Alimentos para la inflación

El Gobierno ha encargado al Tribunal de Defensa de la Competencia (TDC) un informe sobre el funcionamiento del sector comercial y de la distribución en España, especialmente en lo referente a la comercialización de productos alimenticios, con el fin de dar una posible nueva vuelta de tuerca a la liberalización del sector como forma de luchar contra la inflación. Y es que la evolución del IPC, que en octubre creció el 4% interanual, es el principal problema de la economía española y no puede combatirlo mediante el manejo de la política monetaria porque ésta está en manos del Banco Central Europeo y el tipo de interés que éste ha fijado, el 3,25%, es demasiado bajo para las necesidades de nuestro país.

En este mal comportamiento que viene registrando el IPC influyen bastante los sectores relacionados con el comercio de alimentos y bienes. De ahí que el Gobierno pretenda avanzar en la liberalización de los mismos para frenar la escalada de precios. Y en este ámbito hay mucha tela que cortar.

En el caso de los alimentos sucede algo bastante curioso.
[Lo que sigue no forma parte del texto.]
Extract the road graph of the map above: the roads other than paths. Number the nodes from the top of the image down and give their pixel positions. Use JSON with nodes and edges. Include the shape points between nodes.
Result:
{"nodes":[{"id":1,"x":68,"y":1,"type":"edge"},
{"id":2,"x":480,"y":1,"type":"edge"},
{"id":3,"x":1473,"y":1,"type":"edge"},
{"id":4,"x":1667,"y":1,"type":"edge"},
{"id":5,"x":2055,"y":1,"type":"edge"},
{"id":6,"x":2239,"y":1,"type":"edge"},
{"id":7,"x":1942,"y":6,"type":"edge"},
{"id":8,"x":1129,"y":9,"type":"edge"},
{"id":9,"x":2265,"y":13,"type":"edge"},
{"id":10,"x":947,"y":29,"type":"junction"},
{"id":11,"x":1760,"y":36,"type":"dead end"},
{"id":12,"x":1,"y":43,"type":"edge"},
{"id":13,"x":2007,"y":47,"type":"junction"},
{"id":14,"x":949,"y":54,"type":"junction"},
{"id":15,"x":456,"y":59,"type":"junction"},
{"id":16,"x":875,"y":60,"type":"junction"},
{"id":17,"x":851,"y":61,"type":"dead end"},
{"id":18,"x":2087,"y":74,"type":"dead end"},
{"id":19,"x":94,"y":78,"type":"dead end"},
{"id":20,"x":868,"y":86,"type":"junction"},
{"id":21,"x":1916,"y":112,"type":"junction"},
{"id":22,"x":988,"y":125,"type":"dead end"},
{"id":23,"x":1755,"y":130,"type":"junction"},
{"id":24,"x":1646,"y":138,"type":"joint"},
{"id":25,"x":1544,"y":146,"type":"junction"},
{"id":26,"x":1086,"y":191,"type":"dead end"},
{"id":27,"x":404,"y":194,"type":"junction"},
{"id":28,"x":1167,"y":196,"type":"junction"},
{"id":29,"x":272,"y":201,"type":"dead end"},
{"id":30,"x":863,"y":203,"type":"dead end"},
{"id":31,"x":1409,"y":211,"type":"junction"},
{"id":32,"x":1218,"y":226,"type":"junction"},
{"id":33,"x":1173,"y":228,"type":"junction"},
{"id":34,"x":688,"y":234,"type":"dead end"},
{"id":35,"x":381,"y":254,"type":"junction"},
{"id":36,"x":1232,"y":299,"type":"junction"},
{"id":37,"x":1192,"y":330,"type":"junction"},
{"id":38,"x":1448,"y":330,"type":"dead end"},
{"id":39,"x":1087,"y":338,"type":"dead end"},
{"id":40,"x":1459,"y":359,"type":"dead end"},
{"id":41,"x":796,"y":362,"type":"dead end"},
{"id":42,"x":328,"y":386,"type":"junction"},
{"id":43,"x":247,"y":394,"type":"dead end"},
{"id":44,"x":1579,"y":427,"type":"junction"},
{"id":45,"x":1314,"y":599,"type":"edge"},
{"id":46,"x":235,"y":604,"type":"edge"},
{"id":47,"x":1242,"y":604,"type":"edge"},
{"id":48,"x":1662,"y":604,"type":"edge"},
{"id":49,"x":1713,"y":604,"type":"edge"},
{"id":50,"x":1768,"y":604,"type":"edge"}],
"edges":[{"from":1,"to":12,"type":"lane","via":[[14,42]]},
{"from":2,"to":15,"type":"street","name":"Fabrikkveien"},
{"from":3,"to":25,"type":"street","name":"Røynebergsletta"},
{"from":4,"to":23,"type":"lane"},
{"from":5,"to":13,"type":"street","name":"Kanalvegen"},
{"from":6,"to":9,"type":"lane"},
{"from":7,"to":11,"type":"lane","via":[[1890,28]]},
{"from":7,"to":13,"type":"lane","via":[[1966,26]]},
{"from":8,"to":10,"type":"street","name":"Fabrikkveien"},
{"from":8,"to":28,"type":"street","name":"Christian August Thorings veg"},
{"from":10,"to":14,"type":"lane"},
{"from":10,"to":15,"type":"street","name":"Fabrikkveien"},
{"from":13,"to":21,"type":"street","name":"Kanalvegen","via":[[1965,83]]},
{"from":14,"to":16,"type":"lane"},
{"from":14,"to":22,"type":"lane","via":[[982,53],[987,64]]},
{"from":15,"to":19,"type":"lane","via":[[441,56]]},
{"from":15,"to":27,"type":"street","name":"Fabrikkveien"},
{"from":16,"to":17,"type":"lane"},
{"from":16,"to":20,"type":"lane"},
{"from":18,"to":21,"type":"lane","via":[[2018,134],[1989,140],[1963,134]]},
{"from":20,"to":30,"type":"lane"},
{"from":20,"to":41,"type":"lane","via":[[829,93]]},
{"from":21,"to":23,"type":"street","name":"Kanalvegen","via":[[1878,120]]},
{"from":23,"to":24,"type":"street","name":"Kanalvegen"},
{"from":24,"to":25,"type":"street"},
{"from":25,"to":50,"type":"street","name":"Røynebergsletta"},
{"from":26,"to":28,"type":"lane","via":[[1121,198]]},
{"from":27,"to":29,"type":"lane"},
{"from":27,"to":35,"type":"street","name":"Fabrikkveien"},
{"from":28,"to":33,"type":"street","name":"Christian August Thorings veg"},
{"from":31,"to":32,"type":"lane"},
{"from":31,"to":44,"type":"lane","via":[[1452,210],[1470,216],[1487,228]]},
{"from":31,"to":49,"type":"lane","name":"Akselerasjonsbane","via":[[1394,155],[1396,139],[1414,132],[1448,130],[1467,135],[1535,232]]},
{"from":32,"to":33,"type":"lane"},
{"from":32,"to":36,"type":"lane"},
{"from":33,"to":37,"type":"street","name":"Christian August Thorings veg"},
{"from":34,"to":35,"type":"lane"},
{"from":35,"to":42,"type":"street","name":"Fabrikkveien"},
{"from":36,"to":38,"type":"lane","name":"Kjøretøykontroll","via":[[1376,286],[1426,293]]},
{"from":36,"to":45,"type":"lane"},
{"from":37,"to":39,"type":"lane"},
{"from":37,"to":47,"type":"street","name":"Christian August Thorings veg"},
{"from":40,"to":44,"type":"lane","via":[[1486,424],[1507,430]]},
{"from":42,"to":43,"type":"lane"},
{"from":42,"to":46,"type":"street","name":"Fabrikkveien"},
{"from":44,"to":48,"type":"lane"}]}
Sus precios de venta al público crecen pero no así los que se pagan a los productores, que aumentan mucho menos, cuando no bajan. El ejemplo más claro es el del pollo, cuyas subidas disparan el IPC mientras la industria productora no termina de salir de una crisis que se ha llevado de por medio a muchas empresas porque los precios que percibe siguen deprimidos. Este hecho revela que el origen del problema no está en la producción sino en la distribución, y es ahí donde quiere incidir el Ejecutivo con toda razón puesto que el aumento de la competencia significa precios más bajos e incrementos menores de los mismos.

El Gobierno, sin embargo, va a enfrentarse con un importante obstáculo si decide articular medidas de liberalización en el ámbito de la distribución comercial debido a que el Tribunal Constitucional, en una de esas sentencias tan absurdas como incomprensibles, reconoció a las autonomías la capacidad normativa sobre el comercio en detrimento del Estado. Un reconocimiento que limita las posibilidades de actuación del Ejecutivo que, en cualquier caso, tendrá que actuar mediante pactos con las comunidades autónomas y aquí empieza el problema porque, precisamente, los Gobiernos regionales han sido los primeros en oponerse en el pasado a la aplicación de una liberalización amplia del comercio y sus horarios. De hecho, muchas autonomías han limitado al mínimo posible la apertura en domingos y festivos y han puesto todas las trabas del mundo, incluidas las limitaciones legales, a la implantación y expansión de las grandes superficies en su ámbito territorial. Eso ha sido un error que ha frenado una modernización del pequeño comercio que habría venido de la mano de una mayor competencia e impuesta por la misma. Y ese error se refleja en que el pequeño comercio no sólo no ha crecido en número de establecimientos sino que, incluso, éste se ha reducido mientras el que sí que se ha incrementado ha sido el número de supermercados, el escalón intermedio entre la tienda del barrio y las grandes superficies.

Las grandes superficies, además, son las que ‘tiran’ hacia debajo de los precios, gracias al poder de sus centrales de compras, y obligan a los demás a seguir por el mismo camino y a ser más eficientes para poder sobrevivir. Pero al limitar su expansión, cuando no prohibirla, al impedir la penetración de las cadenas descuento, ese efecto no se ha conseguido. Ese es el origen de los problemas inflacionistas que plantea el sector. Ahora que está a punto de vencer el plazo de limitación de horarios comerciales, que hay negociar un nuevo marco en este sentido, es un buen momento para profundizar más en la necesaria liberalización del sector de la misma forma que se está haciendo en el resto de países de la Unión Europea.